I started calling Linda repeatedly. I sent text messages. I called. I sent texts. I called. I got no response.

I called Rachel back, but she didn’t answer. I spent the third and fourth quarters of the basketball game pacing around on the patio in a panic, trying to get in touch with either one of them and completely ignoring my boss, but neither of them would answer the phone or reply to texts. Finally, having missed the game, I got a text from Linda.

“April Fool’s. I’ll call you tomorrow.”

It was April 1st. She’d gotten me good. It was payback, and payback’s a bitch. When I returned to the suite, my boss was putting on his jacket, getting ready to leave.

“Hey, there you are” he said “Is everything OK?”

“I think so, now,” I told him.

When Linda and I talked, she told me how much she’d loved the book and the card I’d had delivered to her. She told me that what I’d done was stupid and that she wished I hadn’t told her, but she acknowledged that my intentions were good, and agreed to look past the whole thing and keep seeing me. But, she thought I should have to pay, so she’d devised the April Fool’s plan with Rachel to even the score. I deserved that.

We managed to get our relationship back on track, and one Saturday afternoon, I was sitting at my desk in my apartment, writing poetry, absorbed in thought about my life that now included Linda. I still wasn’t sure I was comfortable with the idea of love (though that didn’t stop me from doing everything I could to make our relationship a good one), but I could feel myself warming up to it, and that in itself felt monumentally significant. I decided to lay this all out in a letter to her.

It was a twenty-six-going-on-thirteen-year-old masterpiece.

I got out some brown paper, and began writing my missive. I included prose. I included poetry. I included demonstrative drawings and illustrations. I sewed book-binding thread through the heart of a rough, charcoal self-portrait and left the ends of the string dangling like shoelaces to represent how I was opening up emotionally. I drew mandalas. I tore the edges of the paper and sewed a border in thread. I poured out my thoughts in every medium, aiming at both full transparency and appreciation for the impact she was having on me. I made an envelope, sewn together with more thread, and drew more illustrations on the back side of it. I sent it through the mail, even though she lived just a couple of blocks from me—the letter as a multi-media piece of art wouldn’t be complete without a postage stamp and the official markings applied by the post office. It was a twenty-six-going-on-thirteen-year-old masterpiece.

Two days later, I got a call from Linda, and she wanted to talk about the letter. We got together, and she explained to me that it was kind of weird. People just don’t do things like that. On the other hand, she’d never read anything like it and didn’t quite know what to say. She was really moved, and it meant a lot to her. She didn’t know how to react to something like this. I felt dumb and proud at the same time. I told her that she didn’t have to say anything—I was just trying to be honest and transparent. She smiled.

Despite the fact that I’d bumbled my way into and through this relationship, things went on with only minor hitches that I handled with finesse.
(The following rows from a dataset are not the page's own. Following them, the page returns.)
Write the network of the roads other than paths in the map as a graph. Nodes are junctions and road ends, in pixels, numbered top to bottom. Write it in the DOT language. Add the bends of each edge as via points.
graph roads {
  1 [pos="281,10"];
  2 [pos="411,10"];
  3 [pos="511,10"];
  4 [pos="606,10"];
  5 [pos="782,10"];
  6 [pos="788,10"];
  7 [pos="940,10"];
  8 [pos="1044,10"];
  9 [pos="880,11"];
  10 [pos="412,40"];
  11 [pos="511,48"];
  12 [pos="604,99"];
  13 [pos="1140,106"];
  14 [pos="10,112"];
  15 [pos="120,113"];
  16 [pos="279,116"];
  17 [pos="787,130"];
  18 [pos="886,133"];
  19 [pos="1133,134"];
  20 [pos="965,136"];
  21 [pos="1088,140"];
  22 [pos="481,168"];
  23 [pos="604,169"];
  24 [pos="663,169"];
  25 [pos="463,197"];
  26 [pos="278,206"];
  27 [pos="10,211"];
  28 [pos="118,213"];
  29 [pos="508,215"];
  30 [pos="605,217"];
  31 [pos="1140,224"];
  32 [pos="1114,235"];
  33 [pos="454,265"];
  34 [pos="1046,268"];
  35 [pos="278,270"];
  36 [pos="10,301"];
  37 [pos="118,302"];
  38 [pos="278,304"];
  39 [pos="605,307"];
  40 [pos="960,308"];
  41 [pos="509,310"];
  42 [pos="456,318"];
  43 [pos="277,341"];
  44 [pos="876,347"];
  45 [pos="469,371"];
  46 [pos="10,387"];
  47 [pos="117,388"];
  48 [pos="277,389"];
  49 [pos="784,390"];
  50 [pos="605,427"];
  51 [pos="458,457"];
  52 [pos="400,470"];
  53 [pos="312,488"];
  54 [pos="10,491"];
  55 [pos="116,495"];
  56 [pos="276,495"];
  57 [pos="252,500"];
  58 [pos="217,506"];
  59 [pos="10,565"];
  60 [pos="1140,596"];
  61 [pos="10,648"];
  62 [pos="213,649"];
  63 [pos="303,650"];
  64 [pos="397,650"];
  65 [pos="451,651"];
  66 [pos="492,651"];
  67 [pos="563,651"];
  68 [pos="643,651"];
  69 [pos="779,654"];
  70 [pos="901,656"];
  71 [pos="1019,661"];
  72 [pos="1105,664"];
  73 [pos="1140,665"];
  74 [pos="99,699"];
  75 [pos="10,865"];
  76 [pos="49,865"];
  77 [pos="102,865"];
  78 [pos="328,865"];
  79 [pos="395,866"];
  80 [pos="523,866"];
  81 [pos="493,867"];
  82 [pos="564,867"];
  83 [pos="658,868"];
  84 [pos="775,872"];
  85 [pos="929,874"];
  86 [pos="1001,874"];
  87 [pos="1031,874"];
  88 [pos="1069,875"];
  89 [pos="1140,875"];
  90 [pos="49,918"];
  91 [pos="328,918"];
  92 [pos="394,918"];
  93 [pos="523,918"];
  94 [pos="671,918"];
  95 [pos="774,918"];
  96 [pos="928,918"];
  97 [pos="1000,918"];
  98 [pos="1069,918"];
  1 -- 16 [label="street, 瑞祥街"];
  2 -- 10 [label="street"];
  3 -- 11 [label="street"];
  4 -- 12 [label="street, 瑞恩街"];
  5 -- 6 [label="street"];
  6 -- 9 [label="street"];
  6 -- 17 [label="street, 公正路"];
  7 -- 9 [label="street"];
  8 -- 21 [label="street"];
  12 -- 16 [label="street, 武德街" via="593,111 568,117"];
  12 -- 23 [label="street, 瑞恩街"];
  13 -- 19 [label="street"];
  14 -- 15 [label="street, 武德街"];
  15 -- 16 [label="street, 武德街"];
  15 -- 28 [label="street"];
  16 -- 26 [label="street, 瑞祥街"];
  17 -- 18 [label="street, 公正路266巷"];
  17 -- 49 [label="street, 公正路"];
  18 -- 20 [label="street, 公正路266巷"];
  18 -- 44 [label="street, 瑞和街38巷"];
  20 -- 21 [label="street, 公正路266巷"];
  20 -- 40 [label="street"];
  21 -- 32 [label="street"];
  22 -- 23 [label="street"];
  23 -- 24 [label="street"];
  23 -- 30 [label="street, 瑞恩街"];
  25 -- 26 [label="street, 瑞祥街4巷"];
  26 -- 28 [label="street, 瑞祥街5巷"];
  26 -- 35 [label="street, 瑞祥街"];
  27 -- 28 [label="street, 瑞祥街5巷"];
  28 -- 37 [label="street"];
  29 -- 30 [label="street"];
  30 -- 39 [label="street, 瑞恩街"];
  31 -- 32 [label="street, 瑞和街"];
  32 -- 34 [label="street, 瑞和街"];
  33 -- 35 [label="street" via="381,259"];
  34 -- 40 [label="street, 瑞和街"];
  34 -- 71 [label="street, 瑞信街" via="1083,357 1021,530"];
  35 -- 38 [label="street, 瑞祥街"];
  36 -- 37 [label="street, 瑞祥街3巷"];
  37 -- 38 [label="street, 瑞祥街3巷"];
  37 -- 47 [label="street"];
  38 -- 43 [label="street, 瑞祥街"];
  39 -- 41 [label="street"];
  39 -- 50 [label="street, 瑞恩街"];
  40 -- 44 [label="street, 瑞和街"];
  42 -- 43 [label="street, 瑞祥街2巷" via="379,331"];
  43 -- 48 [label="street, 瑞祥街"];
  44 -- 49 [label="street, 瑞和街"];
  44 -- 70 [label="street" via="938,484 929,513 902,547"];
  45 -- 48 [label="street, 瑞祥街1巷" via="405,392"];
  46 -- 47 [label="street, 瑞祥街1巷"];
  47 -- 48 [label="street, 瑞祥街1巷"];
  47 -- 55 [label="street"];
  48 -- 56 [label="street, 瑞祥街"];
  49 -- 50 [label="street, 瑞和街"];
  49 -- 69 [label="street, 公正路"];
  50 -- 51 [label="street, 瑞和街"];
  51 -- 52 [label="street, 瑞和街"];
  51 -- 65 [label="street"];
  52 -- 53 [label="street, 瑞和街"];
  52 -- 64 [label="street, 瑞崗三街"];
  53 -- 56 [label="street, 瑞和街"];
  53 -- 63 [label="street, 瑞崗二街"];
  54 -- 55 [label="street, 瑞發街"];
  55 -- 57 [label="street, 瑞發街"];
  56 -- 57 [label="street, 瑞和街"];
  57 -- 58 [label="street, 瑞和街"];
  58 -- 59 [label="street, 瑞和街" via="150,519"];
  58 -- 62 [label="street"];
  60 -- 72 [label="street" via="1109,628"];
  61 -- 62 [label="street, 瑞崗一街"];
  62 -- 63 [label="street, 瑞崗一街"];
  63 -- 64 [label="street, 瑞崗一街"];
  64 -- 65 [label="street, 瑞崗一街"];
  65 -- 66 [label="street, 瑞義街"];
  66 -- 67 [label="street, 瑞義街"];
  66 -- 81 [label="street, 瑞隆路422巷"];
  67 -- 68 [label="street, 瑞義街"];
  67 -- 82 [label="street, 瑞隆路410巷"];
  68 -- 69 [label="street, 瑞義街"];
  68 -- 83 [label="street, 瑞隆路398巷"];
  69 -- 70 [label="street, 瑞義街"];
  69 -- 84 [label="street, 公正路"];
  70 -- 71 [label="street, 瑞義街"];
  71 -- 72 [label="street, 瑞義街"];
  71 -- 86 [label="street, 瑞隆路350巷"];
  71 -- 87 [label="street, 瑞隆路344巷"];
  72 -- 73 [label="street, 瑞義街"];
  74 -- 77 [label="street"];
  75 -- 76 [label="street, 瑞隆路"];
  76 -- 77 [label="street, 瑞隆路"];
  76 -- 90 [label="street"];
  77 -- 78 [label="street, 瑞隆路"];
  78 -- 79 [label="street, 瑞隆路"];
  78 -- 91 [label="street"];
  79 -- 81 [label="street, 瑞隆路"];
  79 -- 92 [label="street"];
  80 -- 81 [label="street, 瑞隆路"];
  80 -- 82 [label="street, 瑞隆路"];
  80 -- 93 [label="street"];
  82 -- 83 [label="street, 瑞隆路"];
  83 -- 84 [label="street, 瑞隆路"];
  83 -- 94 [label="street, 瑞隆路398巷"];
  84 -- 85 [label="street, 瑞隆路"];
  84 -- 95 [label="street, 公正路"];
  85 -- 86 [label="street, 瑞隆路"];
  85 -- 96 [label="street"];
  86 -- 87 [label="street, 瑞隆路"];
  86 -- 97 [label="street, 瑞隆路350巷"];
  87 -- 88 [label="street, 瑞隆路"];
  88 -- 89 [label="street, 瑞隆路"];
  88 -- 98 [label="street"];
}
Until I didn’t.

I was set to go to Eugene, Oregon for a week to help open a new store for my company. In addition to being a Store Manager, I was a Regional Trainer, so among other things, I’d go to all the new store openings and spend time preparing the staff until opening day. The night before I left, Linda stayed at my place.

As we laid in bed together, holding each other in the dark as we were going to sleep, I opened my eyes and noticed that she was staring at me intently with an unidentifiable expression on her face. I could tell her mind was working overtime.

“What’s on your mind?” I asked her.

“What? Nothing.”

“Why are you looking at me like that?”

“Nothing. Don’t worry about it.”

“I can tell you’re thinking about something. I can see it on your face.”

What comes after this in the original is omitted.